Beck told Defense News in an interview Wednesday that this is the first of many solicitations designed to help smaller firms developing cutting-edge, dual-use technology partner with advanced manufacturing firms that can help them scale their products. Rather than award contracts like it might for other programs, DIU’s role through the marketplace is to vet these manufacturing companies to make sure their supply chains are secure and provide a venue for those firms to find one another.
“It’s about creating the marketplace effectively for these folks to find those companies and encouraging them each to find one another in order to do their scaling,” Beck said.
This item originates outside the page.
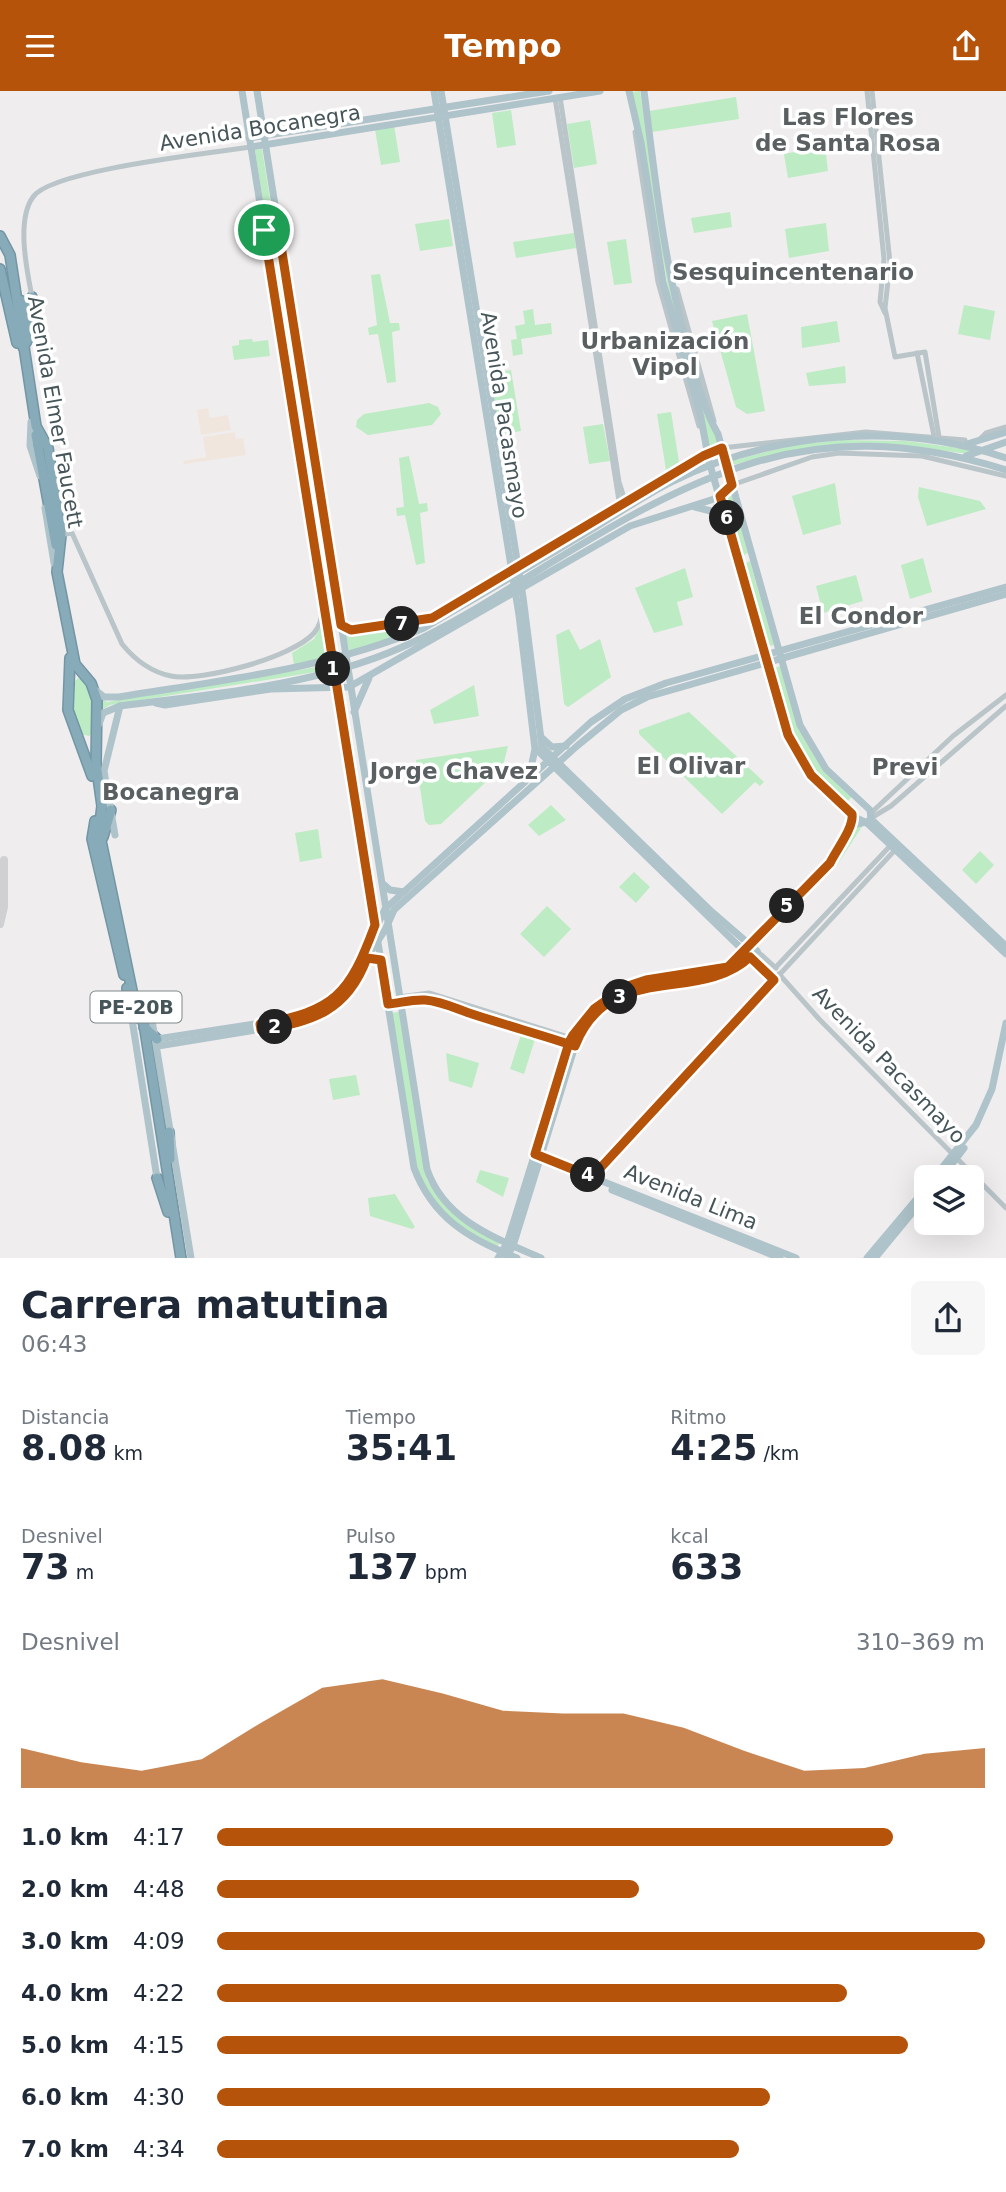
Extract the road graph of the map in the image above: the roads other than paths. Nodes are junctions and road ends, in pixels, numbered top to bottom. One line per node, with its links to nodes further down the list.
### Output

The Pentagon over the last few years has emphasized the need for rapid production and scaling as a means both to replenish depleted weapons stocks and field low-cost systems like throw-away drones en masse. Innovative manufacturing techniques are one way to get after that challenge.
In its 2024 National Defense Industrial Strategy, the Defense Department called for greater adoption of advanced manufacturing and automation throughout the defense industrial base, identifying these technologies as a key enabler for not only increasing capacity but for making production processes more efficient.
“Many elements of the traditional [defense industrial base] have yet to adopt advanced manufacturing technologies, as they struggle to develop business cases for needed capital investment,” DOD said in its report. “This directly impacts DOD’s ability to reduce manufacturing lead times and lifecycle costs and to increase readiness.”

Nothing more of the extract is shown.